◆ WHAT YOU HAVE TO DO
All lines in the entries below that hold "Right" make up the answer.

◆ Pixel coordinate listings
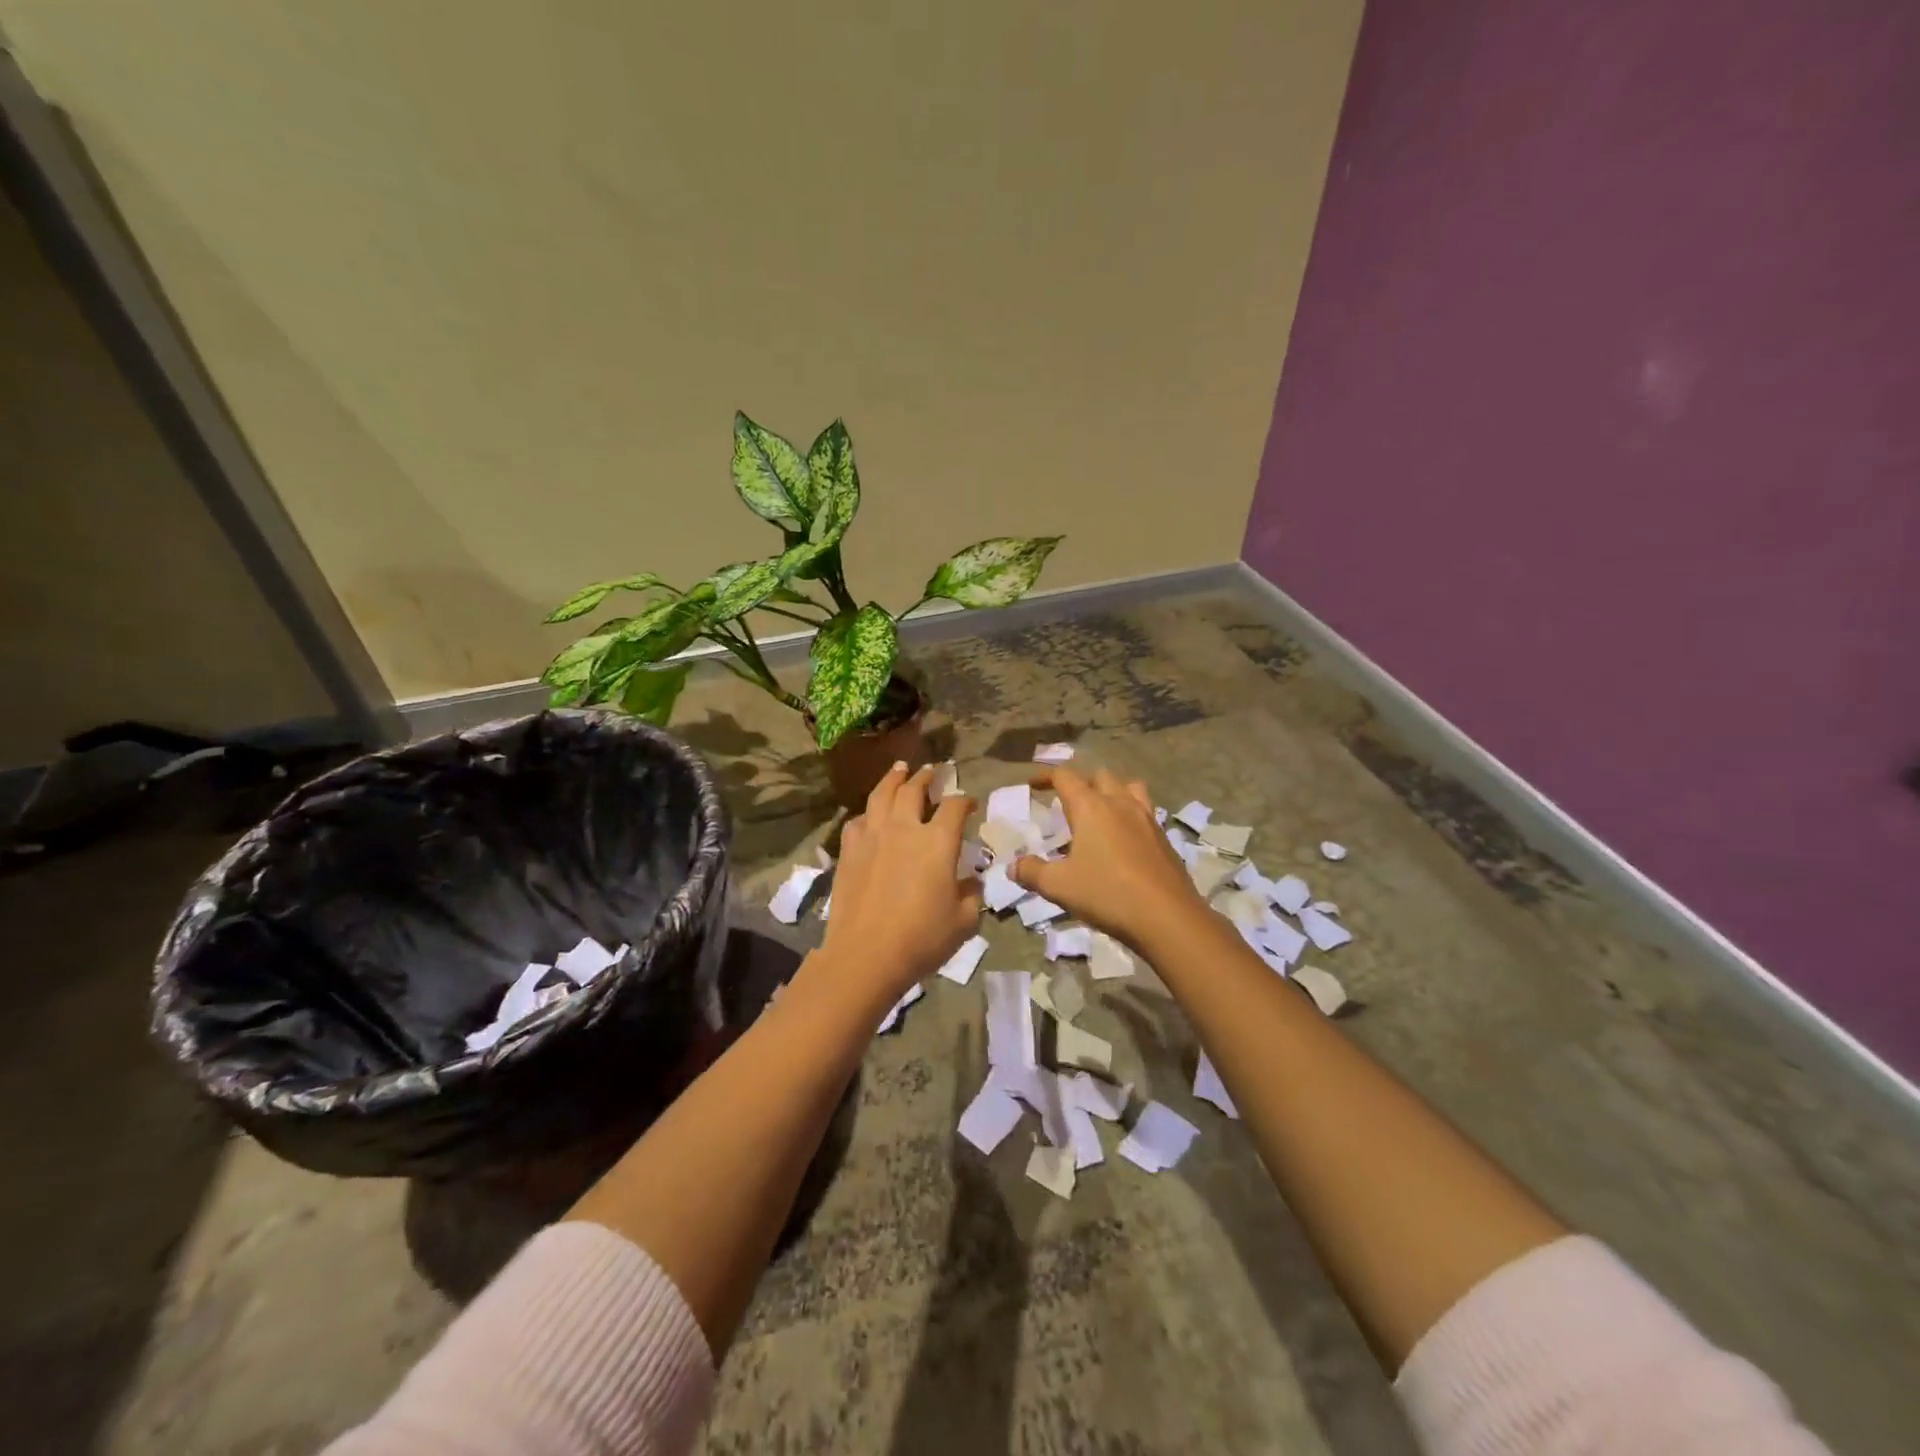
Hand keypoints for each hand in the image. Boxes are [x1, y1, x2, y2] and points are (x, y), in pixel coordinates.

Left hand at [816, 763, 983, 1003]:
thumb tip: (971, 880)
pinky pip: (858, 820)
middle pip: (913, 789)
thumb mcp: (964, 921)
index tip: (969, 803)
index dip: (964, 800)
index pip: (954, 807)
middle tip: (930, 770)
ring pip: (881, 795)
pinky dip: (869, 812)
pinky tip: (870, 815)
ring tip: (899, 769)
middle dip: (925, 777)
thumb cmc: (921, 939)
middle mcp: (904, 828)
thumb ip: (972, 894)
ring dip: (893, 778)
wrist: (865, 955)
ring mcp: (872, 836)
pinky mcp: (849, 851)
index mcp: (938, 841)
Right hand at [1010, 766, 1207, 952]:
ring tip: (1102, 810)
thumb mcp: (1059, 886)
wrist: (1166, 916)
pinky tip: (1124, 838)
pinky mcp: (1164, 837)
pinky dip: (1131, 813)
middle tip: (1068, 802)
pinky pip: (1145, 810)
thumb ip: (1032, 872)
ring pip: (1130, 786)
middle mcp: (1119, 803)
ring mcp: (1146, 818)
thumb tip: (1013, 866)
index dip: (1046, 777)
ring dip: (1113, 790)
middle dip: (1081, 782)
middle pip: (1100, 775)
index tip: (1033, 785)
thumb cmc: (1106, 894)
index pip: (1065, 776)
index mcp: (1090, 807)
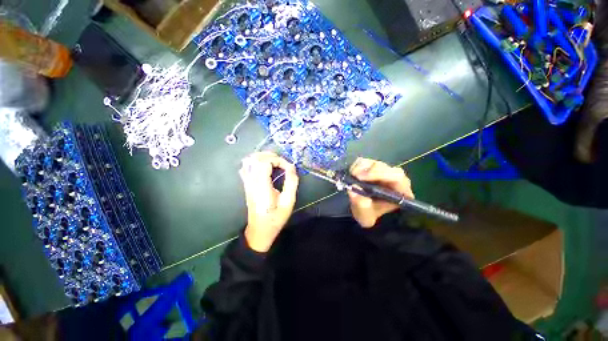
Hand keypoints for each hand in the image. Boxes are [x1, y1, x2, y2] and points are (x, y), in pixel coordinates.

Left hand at [240, 152, 298, 251]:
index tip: (288, 167)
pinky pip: (246, 167)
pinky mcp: (246, 184)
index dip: (278, 160)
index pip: (265, 162)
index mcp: (262, 186)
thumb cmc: (275, 218)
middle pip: (256, 158)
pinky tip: (264, 166)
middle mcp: (251, 182)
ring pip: (249, 161)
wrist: (260, 230)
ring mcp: (247, 183)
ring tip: (274, 161)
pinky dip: (255, 162)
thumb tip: (292, 167)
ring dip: (262, 157)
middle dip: (271, 156)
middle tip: (282, 162)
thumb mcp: (288, 202)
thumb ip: (291, 182)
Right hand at [348, 158, 413, 227]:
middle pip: (383, 167)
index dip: (378, 174)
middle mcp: (394, 177)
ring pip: (373, 163)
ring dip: (359, 168)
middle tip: (353, 175)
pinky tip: (352, 174)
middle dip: (367, 170)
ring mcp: (383, 170)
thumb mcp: (365, 216)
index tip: (360, 178)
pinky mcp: (372, 166)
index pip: (396, 177)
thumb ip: (361, 205)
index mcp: (400, 191)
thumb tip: (353, 189)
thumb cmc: (370, 214)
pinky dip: (355, 166)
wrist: (365, 210)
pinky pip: (364, 161)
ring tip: (351, 177)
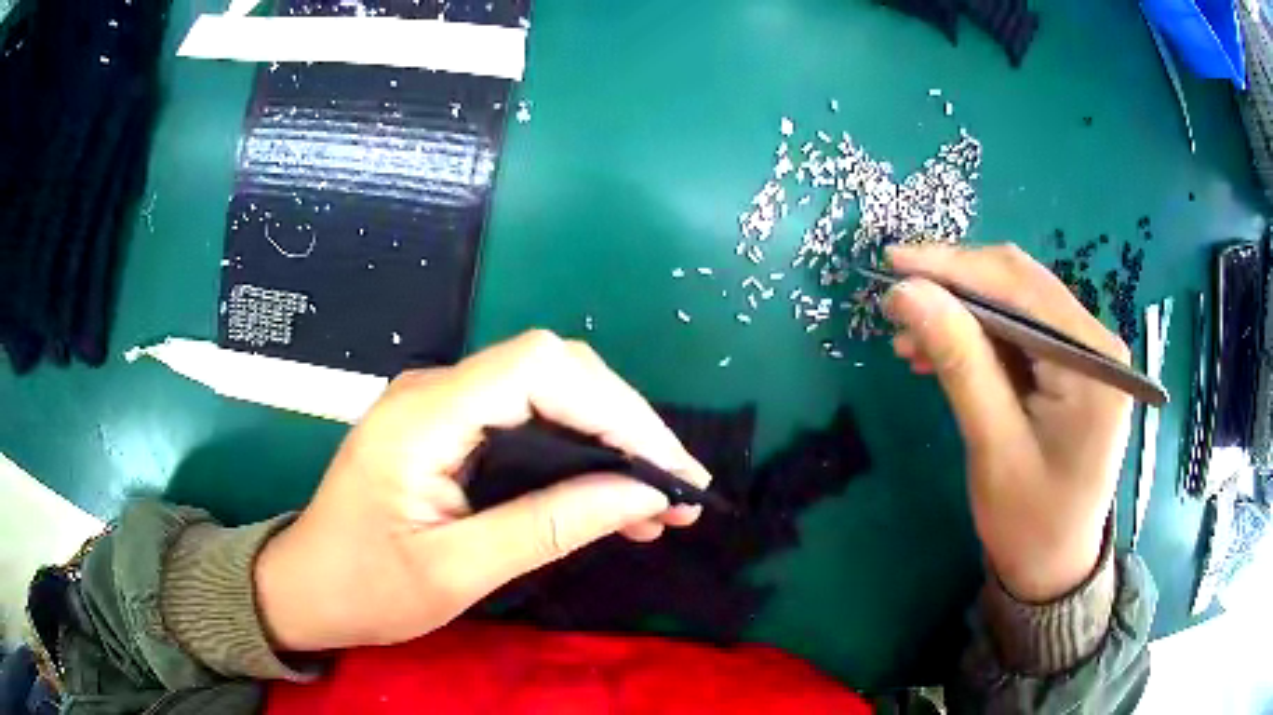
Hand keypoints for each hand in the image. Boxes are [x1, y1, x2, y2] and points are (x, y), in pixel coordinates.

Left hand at [254, 330, 711, 650]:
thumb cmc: (366, 587)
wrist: (307, 586)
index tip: (668, 470)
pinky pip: (528, 421)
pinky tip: (612, 496)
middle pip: (553, 371)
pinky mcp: (450, 429)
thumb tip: (641, 495)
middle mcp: (435, 390)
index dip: (616, 408)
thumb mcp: (455, 572)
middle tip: (679, 488)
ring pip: (549, 394)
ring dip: (610, 439)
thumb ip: (548, 527)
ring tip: (661, 499)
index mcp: (424, 416)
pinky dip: (578, 453)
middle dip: (626, 424)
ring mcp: (442, 405)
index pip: (540, 369)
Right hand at [883, 244, 1131, 601]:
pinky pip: (1022, 332)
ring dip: (963, 312)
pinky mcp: (1073, 366)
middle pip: (1021, 286)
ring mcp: (1087, 352)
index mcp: (1093, 362)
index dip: (955, 267)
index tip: (894, 263)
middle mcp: (1097, 343)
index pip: (1021, 288)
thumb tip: (908, 292)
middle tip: (898, 300)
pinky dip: (979, 335)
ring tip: (911, 337)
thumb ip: (959, 362)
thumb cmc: (1029, 521)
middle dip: (957, 286)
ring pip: (1017, 305)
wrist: (1055, 567)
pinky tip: (943, 350)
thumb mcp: (992, 446)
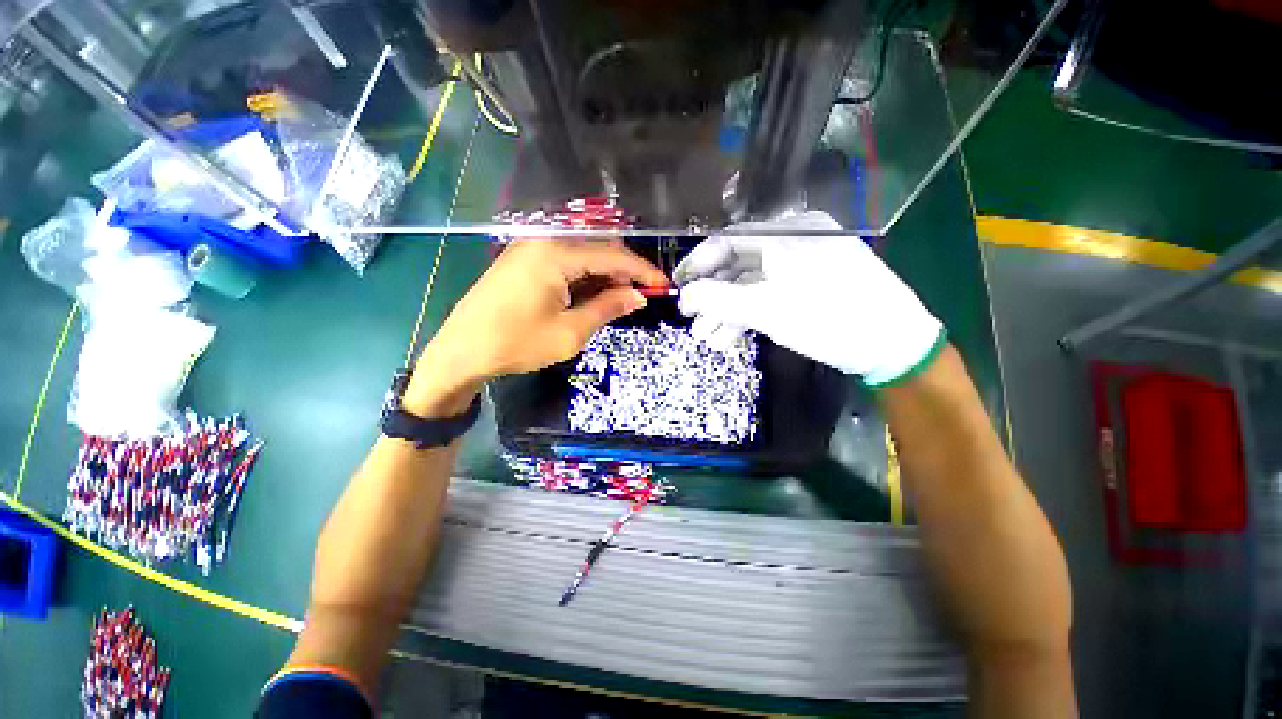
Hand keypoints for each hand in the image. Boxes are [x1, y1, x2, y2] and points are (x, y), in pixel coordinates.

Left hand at [405, 239, 666, 414]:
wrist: (461, 352)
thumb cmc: (516, 344)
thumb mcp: (570, 332)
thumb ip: (608, 308)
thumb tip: (638, 297)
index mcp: (556, 254)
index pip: (612, 255)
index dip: (642, 271)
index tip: (663, 285)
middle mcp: (543, 241)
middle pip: (597, 249)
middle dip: (624, 271)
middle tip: (643, 294)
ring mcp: (530, 248)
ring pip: (581, 255)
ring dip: (605, 274)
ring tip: (623, 297)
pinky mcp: (523, 260)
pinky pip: (564, 262)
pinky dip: (584, 276)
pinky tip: (594, 293)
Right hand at [674, 211, 943, 385]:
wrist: (894, 344)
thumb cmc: (829, 319)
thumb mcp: (767, 309)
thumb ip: (720, 299)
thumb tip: (685, 295)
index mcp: (786, 234)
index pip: (728, 241)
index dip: (698, 264)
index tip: (679, 286)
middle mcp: (794, 241)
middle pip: (739, 265)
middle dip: (712, 296)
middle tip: (693, 320)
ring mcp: (804, 265)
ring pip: (754, 284)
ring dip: (728, 311)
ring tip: (710, 338)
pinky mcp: (811, 286)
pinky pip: (771, 294)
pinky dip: (750, 314)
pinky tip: (734, 336)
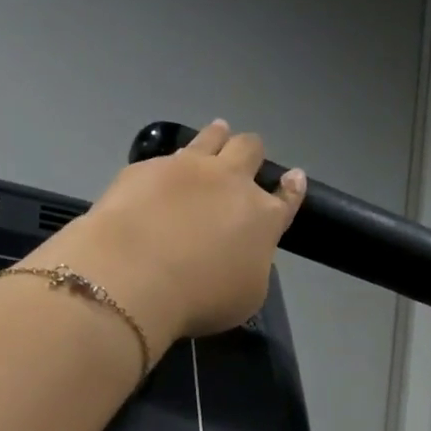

◆ WRITTEN RESPONSE
Right hand at [1010, 766, 1207, 952]:
Right hand at [348, 158, 413, 227]:
Right hand at [883, 244, 1131, 601]:
Right hand at [674, 211, 943, 385]:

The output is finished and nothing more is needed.